Vamos à questão de milhões de euros. Afinal, na história da empresa familiar, Luís Montenegro é inocente ou culpado? Eis a resposta em quatro pontos.

Primeiro: O que é conflito de interesses? É a colisão entre o dever público e os interesses privados de um governante, que podem influenciá-lo no desempenho das suas funções. Basta ser provável, lê-se no manual da OCDE. O próprio código de conduta deste executivo considera que existe  "quando os membros do governo se encontrem numa situação em virtude da qual se possa, com razoabilidade, duvidar seriamente da imparcialidade da sua conduta ou decisão" e, sendo "atual ou potencial, deve tomar imediatamente as medidas necessárias para evitar, sanar".

Segundo: Há conflito de interesses na empresa do PM? A questão não é tanto a imobiliária. O maior problema é a empresa ser uma consultora, cuja atuação é praticamente ilimitada e que potencia o acesso ao primeiro-ministro. É impossível escrutinar os negócios e as ligações desta sociedade. Uma consultora dá para fazer tudo e mais um par de botas para os clientes, aos preços que se quiser. Por exemplo, um privado com interesses na esfera pública (porque quer um licenciamento ou uma adjudicação ) pode contratar a empresa da família do primeiro-ministro, na prática, subornando-o. E, assim, nem será possível saber sequer se o serviço foi prestado porque há confidencialidade que protege o contrato e legaliza o tráfico de influências.

Terceiro: Então, Montenegro está ilegal? Não está. Portugal deixa estas situações ao livre arbítrio. O debate entre Ventura (que também não revelou os seus clientes quando  acumulava o cargo de deputado com o de consultor da Finparter) e Montenegro foi outra oportunidade perdida para, finalmente, se discutir a ética e a integridade públicas. Uma coisa é certa: se, em Portugal, o crime de abuso de informação privilegiada (insider trading) é previsto e punido pelo artigo 378.º do  Código dos Valores Mobiliários para as sociedades cotadas em bolsa, porque é que não se considera o mesmo na gestão da coisa pública?!

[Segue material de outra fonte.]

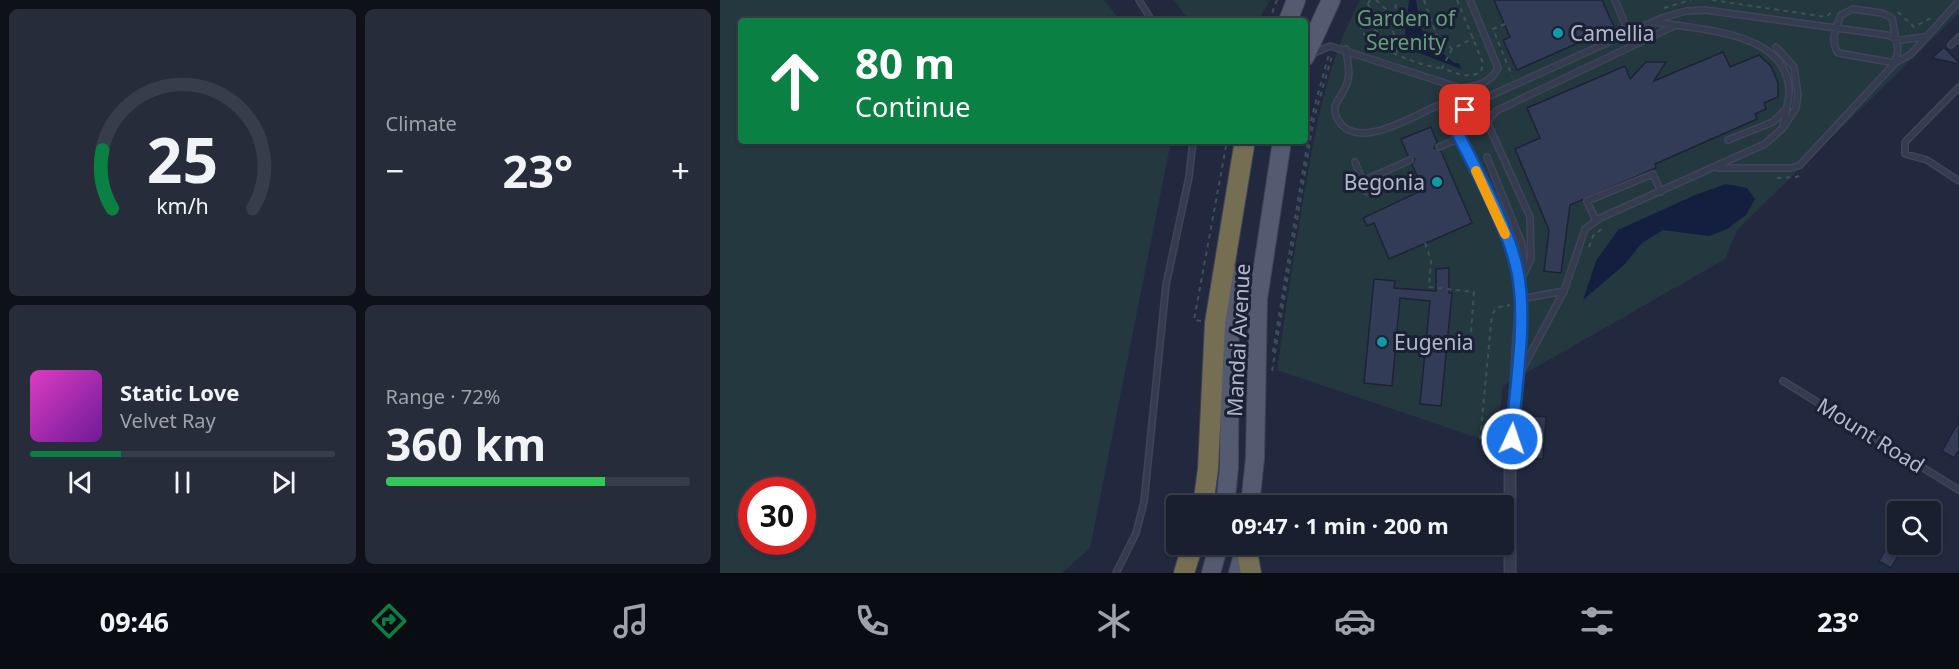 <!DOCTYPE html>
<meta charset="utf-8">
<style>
:root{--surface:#1a1f2f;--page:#272c3b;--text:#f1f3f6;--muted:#9fa2aa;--line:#383d4b;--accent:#0b8043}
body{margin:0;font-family:"Noto Sans",sans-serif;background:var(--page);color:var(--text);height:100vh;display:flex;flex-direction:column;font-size:22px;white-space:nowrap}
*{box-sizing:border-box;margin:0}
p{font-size:20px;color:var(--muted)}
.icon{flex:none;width:33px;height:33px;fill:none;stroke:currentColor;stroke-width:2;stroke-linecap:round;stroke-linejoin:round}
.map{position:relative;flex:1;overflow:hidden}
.drawer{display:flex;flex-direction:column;gap:9px;padding:9px;background:#0e111a;width:720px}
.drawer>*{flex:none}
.hud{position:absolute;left:18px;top:18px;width:570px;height:126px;border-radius:6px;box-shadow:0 2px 4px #0004,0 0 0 2px var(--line);background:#0b8043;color:#fff;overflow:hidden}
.fabs{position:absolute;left:1167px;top:501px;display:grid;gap:12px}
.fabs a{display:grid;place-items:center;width:54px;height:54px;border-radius:6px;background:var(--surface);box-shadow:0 2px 4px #0004,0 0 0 2px var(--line);font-size:30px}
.speed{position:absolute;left:18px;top:477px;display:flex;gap:12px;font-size:30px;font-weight:700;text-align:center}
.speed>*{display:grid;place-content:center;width:78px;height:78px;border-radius:50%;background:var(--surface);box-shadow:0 2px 4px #0004,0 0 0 2px var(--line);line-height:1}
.speed .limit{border:9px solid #d22;background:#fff;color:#111}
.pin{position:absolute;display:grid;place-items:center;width:51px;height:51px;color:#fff;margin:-26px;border-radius:12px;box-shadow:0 3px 9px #0006}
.me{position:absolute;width:66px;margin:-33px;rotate:3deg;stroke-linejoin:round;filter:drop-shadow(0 0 4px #0008)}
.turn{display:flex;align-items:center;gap:21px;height:126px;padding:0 18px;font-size:27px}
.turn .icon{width:78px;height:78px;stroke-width:2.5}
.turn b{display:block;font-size:42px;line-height:51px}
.big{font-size:45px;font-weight:700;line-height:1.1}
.drawer .tile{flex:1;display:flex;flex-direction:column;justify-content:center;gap:9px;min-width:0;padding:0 21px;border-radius:9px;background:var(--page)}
.drawer .dial{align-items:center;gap:0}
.dial svg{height:156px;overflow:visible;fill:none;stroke:var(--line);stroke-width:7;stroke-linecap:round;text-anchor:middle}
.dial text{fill:var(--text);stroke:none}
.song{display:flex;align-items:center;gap:18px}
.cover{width:72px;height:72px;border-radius:9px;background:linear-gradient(135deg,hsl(310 70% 55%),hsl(280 70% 35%))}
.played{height:6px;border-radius:3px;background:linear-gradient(90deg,var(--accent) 30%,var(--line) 30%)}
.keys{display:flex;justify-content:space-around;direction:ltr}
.heat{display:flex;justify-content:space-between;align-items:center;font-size:33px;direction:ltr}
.charge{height:9px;border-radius:4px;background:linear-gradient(90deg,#34c759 72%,var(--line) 0)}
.drawer .tiles{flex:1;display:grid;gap:9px;grid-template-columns:repeat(2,1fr)}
.trip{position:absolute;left:446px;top:495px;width:348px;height:60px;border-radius:6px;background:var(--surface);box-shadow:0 2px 4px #0004,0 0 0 2px var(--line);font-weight:700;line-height:60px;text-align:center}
.menu{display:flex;height:96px;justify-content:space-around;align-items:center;background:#0a0c13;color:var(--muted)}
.menu .icon{width:42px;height:42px}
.menu .selected{color:var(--accent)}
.menu b{font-size:27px;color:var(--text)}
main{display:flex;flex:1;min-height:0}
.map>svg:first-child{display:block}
</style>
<main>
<section class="drawer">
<div class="tiles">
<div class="tile dial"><svg viewBox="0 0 100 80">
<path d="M14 69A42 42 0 1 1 86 69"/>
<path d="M14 69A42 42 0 0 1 9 39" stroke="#0b8043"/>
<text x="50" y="56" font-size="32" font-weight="700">25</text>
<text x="50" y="72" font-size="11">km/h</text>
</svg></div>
<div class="tile"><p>Climate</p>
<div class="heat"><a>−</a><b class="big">23°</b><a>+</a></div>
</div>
<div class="tile">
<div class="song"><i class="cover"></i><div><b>Static Love</b><p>Velvet Ray</p></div></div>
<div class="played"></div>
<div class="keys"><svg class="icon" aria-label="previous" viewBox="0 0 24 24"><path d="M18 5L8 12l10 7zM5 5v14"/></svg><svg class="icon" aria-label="pause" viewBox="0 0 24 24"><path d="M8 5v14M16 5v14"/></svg><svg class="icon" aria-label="next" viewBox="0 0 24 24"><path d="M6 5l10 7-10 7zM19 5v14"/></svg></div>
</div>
<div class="tile"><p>Range · 72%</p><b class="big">360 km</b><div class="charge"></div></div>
</div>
</section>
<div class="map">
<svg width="1239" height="573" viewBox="0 0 1239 573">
<rect width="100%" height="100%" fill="#22293f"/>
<path fill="#243840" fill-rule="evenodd" d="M0,0H384L401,21H21V141H451L370,548L342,573H0ZM82,490V542H32V490Z
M454,0H550L538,21H469Z
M640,0H1239V13L1017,230L1005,259L783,386L776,444L557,370C566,308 575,246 586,184C597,120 609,58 640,0Z"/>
<path fill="#141e3e" d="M689,0H696L700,26L707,40L734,63H739L741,69L694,51L684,43Z
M1006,184L1027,188L1035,199L1026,215L1007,229L989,236L943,230L922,243L904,265L863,300L876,261L898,230L975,195Z"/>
<path fill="#333c56" stroke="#1d2336" stroke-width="1.5" d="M774,0H882L894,27L797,70L783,40L790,37Z
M1224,47L1239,63V64L1212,58Z
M1003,52L1010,67L1039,55L1051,66L1058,83V97L1044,103L1046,109L1035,114L1037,119L935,164L936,168L850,205L841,273L824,271L829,230L795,149L820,138L807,108L905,66L910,79L926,62H946L934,81Z
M711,127L717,142L714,148L721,151L752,223L669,259L654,223L647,226L643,218L703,190L692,164L695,159L688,156L681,139Z
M729,268V293H732L721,406L700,404L710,301L680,298L672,386L644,383L654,279L675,281L674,288L716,291V269Z
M812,416L826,417L823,459L809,458Z
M1239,421V450L1234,458L1222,451Z
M1178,528V544H1185L1171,568L1159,561Z"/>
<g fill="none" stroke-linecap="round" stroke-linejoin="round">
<defs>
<path id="service" d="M419,0L432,21
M895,0L909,34
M1133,9L1162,13L1172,18L1178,50L1175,63L1118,53C1110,41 1116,27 1121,15Z
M935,22C979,30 1071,31 1069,94C1068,104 1065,116 1063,126
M1231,45L1239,37
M626,49C628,64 632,77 624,90C622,95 616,101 615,107C614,113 617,119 621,124C642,149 695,115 719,105
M592,54L610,46L740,88C756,87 771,83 778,68L750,0
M1239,87L1185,142V154L1207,160L1239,181
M1008,140L1053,122L1065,110
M719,147L740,138
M767,157L802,244L804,271
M635,162L647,192
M998,168H1071L1080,165L1175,63L1191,54L1239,1
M643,181L690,160
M876,221L867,201L933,174L941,192
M799,284L811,259L810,217L767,122L776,111L954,26
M844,291L801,299L791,248L738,134C736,121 742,112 752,104L942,18L966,11L985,10L1167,35L1181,40L1204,37
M799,375L844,291L865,229L880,218L1045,144L1063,128L1076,108L1078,95L1074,67L1056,47
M1063,381L1239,490
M396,573L416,533L424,502L446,285L469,177L473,141"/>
<path id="minor" d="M790,573V473L801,299"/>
<path id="primary" d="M568,21L576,0
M585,57L611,0
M505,506L509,468L510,274
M530,506L535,458L538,299L562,141
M491,573L499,544
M518,573L526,544"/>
<path id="motorway" d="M483,506L488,469L495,323L524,146
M526,546L531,573
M464,573L473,544"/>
</defs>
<use href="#service" stroke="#3f4558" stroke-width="8"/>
<use href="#minor" stroke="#3f4558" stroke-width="13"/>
<use href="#primary" stroke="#3f4558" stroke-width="20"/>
<use href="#motorway" stroke="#3e4457" stroke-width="22"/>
<path stroke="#3d5158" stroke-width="2" stroke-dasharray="4.5 4.5" stroke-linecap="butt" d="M650,0C645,9 637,20 642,31C650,47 705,68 722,68
M656,0L673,16
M704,0L716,34L732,49L754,38
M992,0L1106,17L1114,10
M648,4L655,17L671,31
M944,8L971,0
M1178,12L1194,27L1211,18
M641,17L674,47
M549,21L557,0
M785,24L773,29L792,76
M732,49L722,68C736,73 747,79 761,72L763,63L737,0
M677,53L672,24L677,0
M726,109L740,103
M722,112L730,129
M1057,178L1077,177L1080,175
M705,243L711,260L709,287L754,292L750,346
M869,247L873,236L883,228
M481,321L474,320L507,141
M553,352L592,116L609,54
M552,371L594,118L612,56
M782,452L764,446L760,439L772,314L778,307L790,305"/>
<use href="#service" stroke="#363c4f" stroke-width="5"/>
<use href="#minor" stroke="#363c4f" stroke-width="10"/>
<use href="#primary" stroke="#545a6f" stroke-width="18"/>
<use href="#motorway" stroke="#766e52" stroke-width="20"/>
</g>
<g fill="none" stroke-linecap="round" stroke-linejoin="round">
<defs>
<path id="route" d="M745,110L737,126L738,134C758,174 790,230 798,274C807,325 795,387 792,439"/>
</defs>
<use href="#route" stroke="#114b97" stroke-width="15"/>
<use href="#route" stroke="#1a73e8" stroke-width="10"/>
<path stroke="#f59e0b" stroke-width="10" d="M756,171L785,234"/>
</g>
<g fill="#0f9aa8" stroke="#1b2134" stroke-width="2">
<circle cx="838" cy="33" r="6"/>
<circle cx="717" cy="182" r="6"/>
<circle cx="662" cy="342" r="6"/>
</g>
<g text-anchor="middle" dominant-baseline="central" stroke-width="6" stroke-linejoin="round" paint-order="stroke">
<g font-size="21" fill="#679d7d" stroke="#1b2134">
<text x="686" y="18">Garden of<tspan x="686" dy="24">Serenity</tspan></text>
</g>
<g font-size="21" fill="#b2b7ca" stroke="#1b2134" text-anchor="start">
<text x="850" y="33">Camellia</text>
<text x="705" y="182" text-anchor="end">Begonia</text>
<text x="674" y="342">Eugenia</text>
</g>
<g font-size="21" fill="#b2b7ca" stroke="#1b2134">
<text transform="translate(518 340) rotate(-87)">Mandai Avenue</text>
<text transform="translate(1151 435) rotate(32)">Mount Road</text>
</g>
</g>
</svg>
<div class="fabs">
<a><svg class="icon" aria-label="search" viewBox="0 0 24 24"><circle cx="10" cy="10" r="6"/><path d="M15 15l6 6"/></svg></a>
</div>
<div class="speed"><div class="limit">30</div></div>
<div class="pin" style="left:745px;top:110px;background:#d93025"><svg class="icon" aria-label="arrive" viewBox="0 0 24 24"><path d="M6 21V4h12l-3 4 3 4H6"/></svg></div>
<svg class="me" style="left:792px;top:439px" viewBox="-20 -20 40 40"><circle r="17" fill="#1a73e8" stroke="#fff" stroke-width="3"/><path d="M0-11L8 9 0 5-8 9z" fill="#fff"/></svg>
<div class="trip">09:47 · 1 min · 200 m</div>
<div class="hud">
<div class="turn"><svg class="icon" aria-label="ahead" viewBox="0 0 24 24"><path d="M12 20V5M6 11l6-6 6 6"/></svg><div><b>80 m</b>Continue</div></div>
</div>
</div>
</main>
<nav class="menu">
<b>09:46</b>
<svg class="icon selected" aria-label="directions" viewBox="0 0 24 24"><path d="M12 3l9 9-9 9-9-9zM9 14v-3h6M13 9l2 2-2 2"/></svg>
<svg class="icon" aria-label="music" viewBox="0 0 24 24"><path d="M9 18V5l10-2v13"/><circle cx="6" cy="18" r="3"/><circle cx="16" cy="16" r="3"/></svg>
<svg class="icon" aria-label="phone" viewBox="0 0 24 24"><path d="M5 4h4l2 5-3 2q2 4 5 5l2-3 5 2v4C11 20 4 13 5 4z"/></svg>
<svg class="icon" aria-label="climate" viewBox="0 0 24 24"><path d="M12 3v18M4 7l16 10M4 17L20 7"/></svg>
<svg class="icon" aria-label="car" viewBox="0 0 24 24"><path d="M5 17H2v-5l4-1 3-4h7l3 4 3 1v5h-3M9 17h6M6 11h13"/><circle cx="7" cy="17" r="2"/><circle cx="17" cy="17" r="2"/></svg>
<svg class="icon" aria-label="filters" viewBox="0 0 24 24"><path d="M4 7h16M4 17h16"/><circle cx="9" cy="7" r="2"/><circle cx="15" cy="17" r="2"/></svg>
<b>23°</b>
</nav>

Os nórdicos não admitem que os seus primeiros-ministros tenham consultoras ativas e em muitos países existem várias soluções. Por exemplo, a entrega das empresas a fundos cegos (blind trust), em que os seus beneficiários não têm conhecimento do tutor, nem direito de intervir na sua gestão.

Quarto: Então, o que deveria o PM fazer? Poderia restringir o objeto da empresa, eliminado a consultoria e o imobiliário. Melhor ainda seria extinguir a empresa, simplesmente. Enquanto estiver aberta, é um foco de potenciais conflitos. Entretanto, Montenegro deveria, como primeiro-ministro, instituir as melhores práticas referidas em Portugal.

Ah, mas nesse caso Hugo Soares ou Aguiar Branco também teriam problemas? E as dezenas de advogados que são deputados? Quantos conflitos de interesses não moram aí? Em Jamila Madeira ou Pedro Nuno Santos? Sim, teriam e deveriam ter problemas, porque são estes todos somados (e mais alguns) que explicam porque é que em Portugal se evaporam milhões em bancos, borlas fiscais e boys.

Pois é. Só saberemos a capacidade de os eleitos defenderem o interesse público se escrutinarmos as suas ligações privadas. Simples.